Fall break is typically filled with Netlfix binges, small road trips and maybe an essay or two, but for Rebekah Vensel, it’s always been about the pumpkins.
Making the 1,140.3 mi trip every year to her town in Pennsylvania during the break, Vensel, music industry senior, uses her time off to help work on her family’s pumpkin farm, Punkin Point Farm.
“Basically, I go home, I help sell, I help move around pumpkins, I help wherever my my mom needs me,” she said. “I have to go home to see the pumpkin farm, to be in slightly cooler weather and see the leaves actually fall.”
The family farm was started 25 years ago by her father, Rick Vensel, out of the sheer curiosity of growing pumpkins.
“I don’t really know why it started with pumpkins,” Rebekah Vensel said. “(Autumn) was when my dad tended to have a lot of free time so he was like, ‘I want to see how someone grows pumpkins.’ So he tried and he ended up loving it and it became his little side passion.”
The small side project turned into something that grew larger than they expected, to the point where the family contracted an order of Amish Mennonites to keep up with the pumpkin demand.
“Our whole town knows about (the farm),” she said. “My dad was the business manager for our local school district so everyone in that district basically bought their pumpkins at our home.”
The pumpkin farm was where Vensel’s love for autumn started and it has done nothing but strengthen while she studies in New Orleans.
“I love the fall,” she said. “I always dress kind of like it’s fall because I don’t know the difference. I don’t know how to dress ‘summer’.”
Her love of the season can only go so far in the Louisiana weather but she finds another issue with the “pumpkin patches” in New Orleans.
“That’s not the real thing,” Vensel said in regards to the pumpkin patches around the city.
“It’s literally pumpkins on pallets. There is no sense of fall. It’s just, ‘you pick up your pumpkin and you leave.’ It’s the experience that counts when you buy a pumpkin. I’ve always been very passionate about it. I’ve grown up with it,” she said.
Her love of her farm and the iconic fall fruit spreads even through her friendship.
“My friends are like, ‘Oh, we can make pumpkin pie out of this regular, orange pumpkin’ and I’m like, ‘No you can’t. I’m sorry. They’re very different and you have to have specific pumpkins to do that.”
From knowing which type of pumpkin is best for the season to differentiating a fairy tale pumpkin from a Cinderella pumpkin. Vensel knows her gourds from the time she spent on her farm but the farm may be coming to a close.
Her father passed away four years ago, leaving the farm in the hands of Vensel’s mother and grandmother.
“They are my life role models because they work so hard,” she said. “I am very, very lucky I come from a family of strong women. My mom will do anything to keep everything up and running.”
Despite her and her siblings pitching in with the work, the farm’s future is still cloudy.

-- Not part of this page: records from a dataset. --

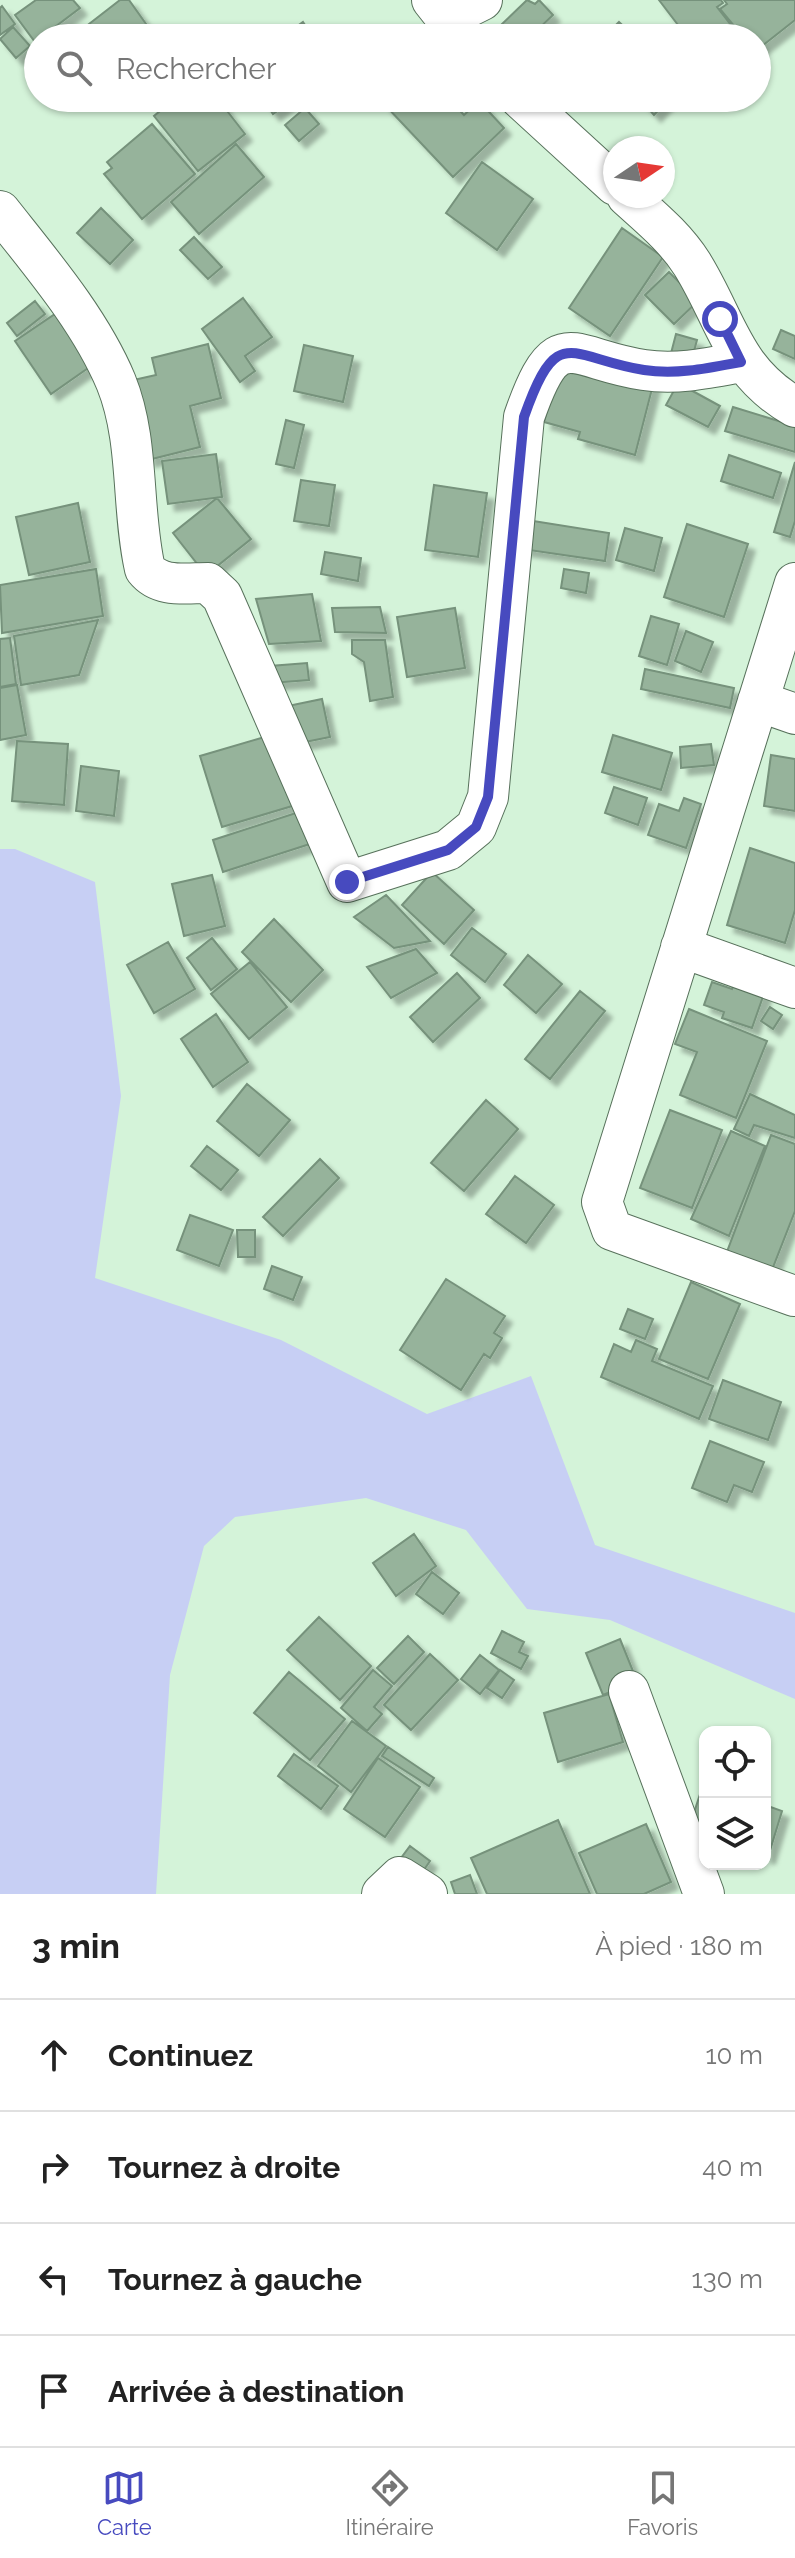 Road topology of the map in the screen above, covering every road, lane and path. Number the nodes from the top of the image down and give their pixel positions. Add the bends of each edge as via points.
1 (482, 0) edge
2 (447, 19) edge
3 (535, 112) edge
4 (603, 174) edge
5 (640, 208) edge
6 (0, 211) edge
7 (741, 362) junction
8 (795, 407) edge
9 (795, 583) edge
10 (758, 701) junction
11 (795, 714) edge
12 (681, 947) junction
13 (795, 988) edge
14 (794, 1296) edge
15 (629, 1691) dead end
16 (382, 1894) edge
17 (427, 1894) edge
18 (704, 1894) edge

1 - 2 street
3 - 4 street
5 - 7 street via 691,263
6 - 7 street via 80,318 116,383 131,451 145,569 164,582 208,583 222,596 347,882 448,850 476,827 488,797 524,417 546,366 557,356 581,351 642,370 670,372
7 - 8 street via 774,395
9 - 10 street
10 - 11 street
10 - 12 street
12 - 13 street
12 - 14 street via 602,1202 605,1217 612,1230
15 - 18 street
16 - 17 street via 400,1877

She said, “I don’t know how long the pumpkin farm will continue for, just because it’s a lot of work and my mother and grandmother are getting older. They will continue doing it until they can’t anymore and I will continue helping them anyway I can.”
The farm may be a growing challenge to maintain but for fall break, the family gets together to celebrate the farm, honor their father and have their family fall photo shoot.
“It’s important for me to go home and it’s also important every year for us to enjoy the fall because it was such a special thing in our past,” Vensel said. “We did everything we could to make it feel like fall.”
From teaching her basic math to giving her a chance to practice her people skills, the farm has provided countless lessons and experiences that Vensel remembers each and every fall break.
“I am not who I am without (the farm). I don’t think I learned anything more valuable than what I learned at the pumpkin farm. We don’t know why my dad decided on pumpkins, but he did and it’s served my family really, really well.”